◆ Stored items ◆
· · · · ·
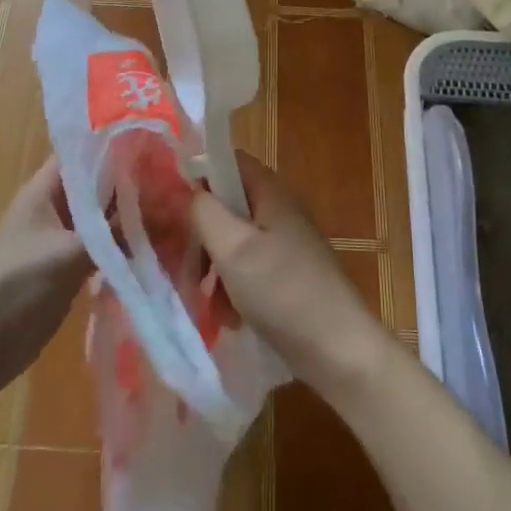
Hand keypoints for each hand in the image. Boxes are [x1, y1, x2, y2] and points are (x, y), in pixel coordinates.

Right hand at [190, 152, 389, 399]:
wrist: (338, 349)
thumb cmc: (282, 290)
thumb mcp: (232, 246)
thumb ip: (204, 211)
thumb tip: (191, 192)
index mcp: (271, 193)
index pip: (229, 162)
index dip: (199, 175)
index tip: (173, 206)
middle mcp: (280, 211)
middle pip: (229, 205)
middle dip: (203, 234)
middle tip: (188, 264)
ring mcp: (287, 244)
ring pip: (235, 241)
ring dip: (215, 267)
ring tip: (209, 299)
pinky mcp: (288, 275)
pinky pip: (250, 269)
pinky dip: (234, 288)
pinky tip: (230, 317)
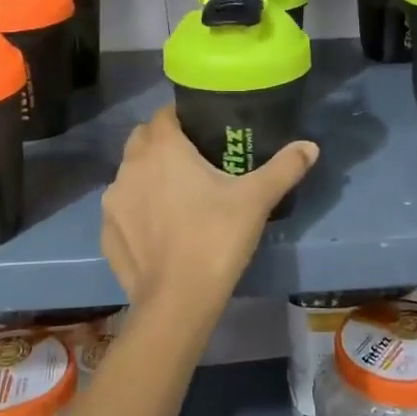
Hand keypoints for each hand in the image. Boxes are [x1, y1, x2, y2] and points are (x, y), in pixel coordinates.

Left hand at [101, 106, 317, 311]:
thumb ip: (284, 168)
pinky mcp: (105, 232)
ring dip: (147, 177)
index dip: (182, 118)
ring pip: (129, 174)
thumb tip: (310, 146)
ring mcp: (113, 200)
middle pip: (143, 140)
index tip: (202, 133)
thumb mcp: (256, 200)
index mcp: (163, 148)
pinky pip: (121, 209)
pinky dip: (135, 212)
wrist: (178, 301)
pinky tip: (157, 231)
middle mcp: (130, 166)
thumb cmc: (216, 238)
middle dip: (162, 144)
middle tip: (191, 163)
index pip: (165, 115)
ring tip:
· · · · ·
Which lines in the records above contain the string "middle"? Copy them.

◆ Expected answer ◆
middle mcp: (280, 211)
middle pip: (229, 205)
middle dip: (203, 234)
middle tip: (188, 264)
middle pip: (143, 140)
middle mcp: (130, 166)
middle dip: (162, 144)
middle tip: (191, 163)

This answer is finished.